Comme lui, des centaines de chercheurs et experts recrutés à l’étranger n’ont pas eu à payer un sou d’impôt provincial les deux premières années ici, en plus d’avoir un rabais de 75 % la troisième année, de 50 % la quatrième et de 25 % la cinquième.

Pour une personne seule gagnant 90 000 $ par année, l’économie moyenne se chiffre à 10 737 $ par année sur une période de cinq ans, observe le titulaire de la Chaire en fiscalité de l'Université de Sherbrooke, Luc Godbout.

Contrairement à Québec, Ottawa n’offre pas ce type de « congé d’impôt », confirme au Journal Alexandre Igolkine, porte-parole de l’Agence de revenu du Canada (ARC).

«Complètement inéquitable»

Au Québec, ces « bonbons fiscaux » ont coûté 26,7 millions $ aux contribuables en cinq ans. Au total, plus de 19 millions $ sont allés dans les poches de chercheurs et 7,7 millions $ dans celles des experts.

«Les chercheurs sont passés de 455, en 2013, à 255 en 2017. C’est une baisse significative de 44 %. Quant au nombre d’experts, il a au contraire explosé de 56 %, de 100, en 2013, à 156 en 2017», analyse Jean-Pierre Vidal, professeur titulaire à HEC Montréal.

Pour Renaud Brossard, directeur québécois de la Fédération canadienne des contribuables (FCC), ces congés d’impôt n’ont pas leur place. « Quand le gouvernement prend des risques pour favoriser une industrie, c’est nous qui payons.
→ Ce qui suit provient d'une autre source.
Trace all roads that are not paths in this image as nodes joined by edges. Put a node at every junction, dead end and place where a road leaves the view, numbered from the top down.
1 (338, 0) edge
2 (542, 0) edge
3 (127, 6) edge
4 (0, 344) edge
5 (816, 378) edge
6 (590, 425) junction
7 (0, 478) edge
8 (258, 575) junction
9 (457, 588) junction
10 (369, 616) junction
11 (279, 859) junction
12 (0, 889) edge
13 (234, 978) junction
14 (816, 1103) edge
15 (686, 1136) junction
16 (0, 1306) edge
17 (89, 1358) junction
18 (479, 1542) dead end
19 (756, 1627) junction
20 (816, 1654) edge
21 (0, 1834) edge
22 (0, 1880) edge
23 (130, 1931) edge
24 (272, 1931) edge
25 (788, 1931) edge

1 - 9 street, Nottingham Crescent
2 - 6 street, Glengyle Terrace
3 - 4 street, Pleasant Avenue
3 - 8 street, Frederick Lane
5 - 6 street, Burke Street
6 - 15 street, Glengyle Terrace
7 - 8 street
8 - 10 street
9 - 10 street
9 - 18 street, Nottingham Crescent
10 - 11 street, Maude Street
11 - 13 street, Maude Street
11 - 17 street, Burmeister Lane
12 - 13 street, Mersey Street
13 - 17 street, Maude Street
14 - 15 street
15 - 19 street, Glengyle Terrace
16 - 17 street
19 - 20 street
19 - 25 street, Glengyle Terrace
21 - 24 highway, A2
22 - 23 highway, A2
C’est complètement inéquitable », déplore-t-il.

«Est-ce que l’on n’aurait pas pu investir dans l’innovation locale pour mettre en valeur ce que l’on a chez nous?» se demande pour sa part Jean-Philippe Meloche, professeur à l’Université de Montréal associé au CIRANO.

Pier-André Bouchard St-Amant, professeur à l’École nationale d’administration publique, souligne que des études démontrent que ce type d’incitatif donne des résultats, mais il comprend le mécontentement créé par la mesure.

«Un chercheur expert québécois n’a pas droit à ça, alors qu’un autre, dans un bureau juste à côté, qui vient de l’étranger, y a droit. Il y a dans ça une iniquité», concède-t-il.

De son côté, Nicole Martel, PDG de l’Association québécoise des technologies (AQT), estime que l’incitatif est bienvenu. «Si cette mesure-là fait en sorte qu’ils restent ici, si ça permet aux entreprises d’aller chercher des talents, je suis pour», lance-t-elle.

Joint par Le Journal, le porte-parole du ministère de l’Économie et de l’Innovation, Jean-Pierre Auteuil, a indiqué que la mesure «a eu des impacts positifs qui ont généré une amélioration de la profitabilité des entreprises et de nouveaux investissements en R-D».